BearingPoint made the comments today as it announced that it has teamed-up with IT think-tank, the Innovation Value Institute (IVI), to help Irish businesses develop long-term digital strategies.
The development comes following a number of recent studies which show that while Irish consumers are spending heavily online, most are buying from international, rather than Irish, retailers.
Irish people are estimated to have spent €6 billion online in 2014, according to a recent study.

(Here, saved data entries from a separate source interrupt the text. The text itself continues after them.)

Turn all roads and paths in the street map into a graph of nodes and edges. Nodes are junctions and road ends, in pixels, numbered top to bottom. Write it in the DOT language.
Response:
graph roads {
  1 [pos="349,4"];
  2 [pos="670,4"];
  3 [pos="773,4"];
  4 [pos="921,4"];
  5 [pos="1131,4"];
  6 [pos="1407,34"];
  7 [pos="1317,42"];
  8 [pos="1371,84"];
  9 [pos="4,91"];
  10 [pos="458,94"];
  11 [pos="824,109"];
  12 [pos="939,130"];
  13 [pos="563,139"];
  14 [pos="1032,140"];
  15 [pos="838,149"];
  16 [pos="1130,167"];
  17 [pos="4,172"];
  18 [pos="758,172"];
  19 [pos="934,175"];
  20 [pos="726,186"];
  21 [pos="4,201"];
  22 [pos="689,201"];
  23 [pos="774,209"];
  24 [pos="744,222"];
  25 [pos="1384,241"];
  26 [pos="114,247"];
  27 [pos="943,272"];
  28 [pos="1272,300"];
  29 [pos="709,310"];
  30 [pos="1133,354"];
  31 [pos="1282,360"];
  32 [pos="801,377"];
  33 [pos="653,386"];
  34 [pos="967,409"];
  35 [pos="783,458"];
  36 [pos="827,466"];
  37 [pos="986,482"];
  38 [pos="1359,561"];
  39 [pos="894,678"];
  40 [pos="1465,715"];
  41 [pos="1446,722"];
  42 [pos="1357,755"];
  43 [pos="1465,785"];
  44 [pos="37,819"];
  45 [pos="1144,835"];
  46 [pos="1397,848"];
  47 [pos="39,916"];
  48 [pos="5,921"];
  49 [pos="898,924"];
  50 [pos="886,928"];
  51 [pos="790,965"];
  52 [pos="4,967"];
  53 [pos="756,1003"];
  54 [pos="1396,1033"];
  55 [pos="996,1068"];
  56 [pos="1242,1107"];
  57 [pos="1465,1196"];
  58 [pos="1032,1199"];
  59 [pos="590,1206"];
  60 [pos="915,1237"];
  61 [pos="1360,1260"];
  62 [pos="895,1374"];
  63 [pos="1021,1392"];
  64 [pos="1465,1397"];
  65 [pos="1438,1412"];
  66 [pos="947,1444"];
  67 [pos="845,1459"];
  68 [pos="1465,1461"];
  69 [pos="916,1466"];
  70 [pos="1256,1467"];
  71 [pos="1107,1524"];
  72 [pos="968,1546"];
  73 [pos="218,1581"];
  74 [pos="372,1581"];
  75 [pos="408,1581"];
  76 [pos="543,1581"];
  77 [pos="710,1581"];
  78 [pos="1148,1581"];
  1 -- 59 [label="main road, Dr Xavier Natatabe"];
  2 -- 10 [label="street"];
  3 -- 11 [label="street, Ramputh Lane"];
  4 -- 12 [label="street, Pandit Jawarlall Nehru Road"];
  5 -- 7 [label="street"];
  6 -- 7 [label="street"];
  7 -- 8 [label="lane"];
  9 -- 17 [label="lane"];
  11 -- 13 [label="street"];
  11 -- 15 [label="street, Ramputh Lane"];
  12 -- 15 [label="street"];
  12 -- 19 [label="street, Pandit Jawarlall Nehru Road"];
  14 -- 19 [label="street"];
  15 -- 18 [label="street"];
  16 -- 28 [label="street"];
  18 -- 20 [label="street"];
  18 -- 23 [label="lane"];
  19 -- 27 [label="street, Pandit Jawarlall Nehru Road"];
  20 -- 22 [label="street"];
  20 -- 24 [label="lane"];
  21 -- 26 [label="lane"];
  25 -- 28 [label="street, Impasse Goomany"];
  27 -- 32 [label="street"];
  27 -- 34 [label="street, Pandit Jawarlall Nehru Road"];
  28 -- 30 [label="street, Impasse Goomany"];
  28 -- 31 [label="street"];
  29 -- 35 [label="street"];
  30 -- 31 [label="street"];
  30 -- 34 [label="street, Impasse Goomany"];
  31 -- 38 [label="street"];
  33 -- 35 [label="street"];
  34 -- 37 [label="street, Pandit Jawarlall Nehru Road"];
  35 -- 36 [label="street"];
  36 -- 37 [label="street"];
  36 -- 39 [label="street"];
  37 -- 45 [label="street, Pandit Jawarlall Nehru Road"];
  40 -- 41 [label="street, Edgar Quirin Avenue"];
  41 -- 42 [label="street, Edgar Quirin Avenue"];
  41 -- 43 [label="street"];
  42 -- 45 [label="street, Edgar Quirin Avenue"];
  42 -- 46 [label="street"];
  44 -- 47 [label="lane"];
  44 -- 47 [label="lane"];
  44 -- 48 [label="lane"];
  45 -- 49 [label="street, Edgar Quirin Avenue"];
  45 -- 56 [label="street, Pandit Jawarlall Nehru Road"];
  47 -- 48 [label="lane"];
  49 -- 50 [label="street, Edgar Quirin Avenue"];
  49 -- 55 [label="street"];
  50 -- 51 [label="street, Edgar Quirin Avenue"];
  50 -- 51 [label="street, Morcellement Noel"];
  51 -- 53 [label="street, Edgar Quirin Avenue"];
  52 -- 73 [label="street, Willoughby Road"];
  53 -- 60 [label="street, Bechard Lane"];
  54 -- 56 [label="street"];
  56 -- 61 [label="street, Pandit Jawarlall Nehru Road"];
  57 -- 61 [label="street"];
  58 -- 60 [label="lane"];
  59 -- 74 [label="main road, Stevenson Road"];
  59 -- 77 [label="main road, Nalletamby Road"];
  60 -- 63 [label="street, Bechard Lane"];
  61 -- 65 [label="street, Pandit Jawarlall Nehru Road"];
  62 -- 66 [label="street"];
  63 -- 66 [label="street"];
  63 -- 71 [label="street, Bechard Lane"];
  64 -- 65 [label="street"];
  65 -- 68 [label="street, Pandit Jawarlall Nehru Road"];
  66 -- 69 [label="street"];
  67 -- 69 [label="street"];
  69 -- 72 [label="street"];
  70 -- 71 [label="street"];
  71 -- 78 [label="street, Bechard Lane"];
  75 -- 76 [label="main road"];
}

In 2013, the Government estimated that Irish online shoppers spent only €1.1 billion on Irish goods and services.
Publishing its digital strategy report, “Leap into the connected digital economy”, BearingPoint said Irish businesses need to integrate digital thinking into their business model if they are to retain and grow their markets.
BearingPoint Institute figures suggest that the online market will constitute 20% of the entire world market by 2030. Currently, Ireland’s internet economy is worth 5% of GDP, and is estimated to grow to 10%, or €21.1 billion, by 2020.
The report claims that the convergence and mass adoption of new technologies is creating a new digital environment, where businesses are investing in new skills and looking to their digital-focused partners to provide technological insight and value to their operations.
While the report outlines the consistently strong value of physical stores (consumers can see, touch and test products), through innovative use of emerging digital technologies, businesses can offer bespoke, personalised services, resulting in new customer experiences.
The BearingPoint Institute report highlighted how car manufacturers – through the use of integrated digital services like music streaming, automatic traffic updates and anti-theft tracking – are embracing a combination of new technologies to enhance customer experience.
However, there is concern that an unwillingness to adapt to new technologies, or a general ignorance of them, may be holding back Irish businesses.
The report cited Blockbuster, Kodak and EMI as businesses that had failed to adopt a meaningful digital strategy in the face of internet-born competitors, suffering considerably as a result.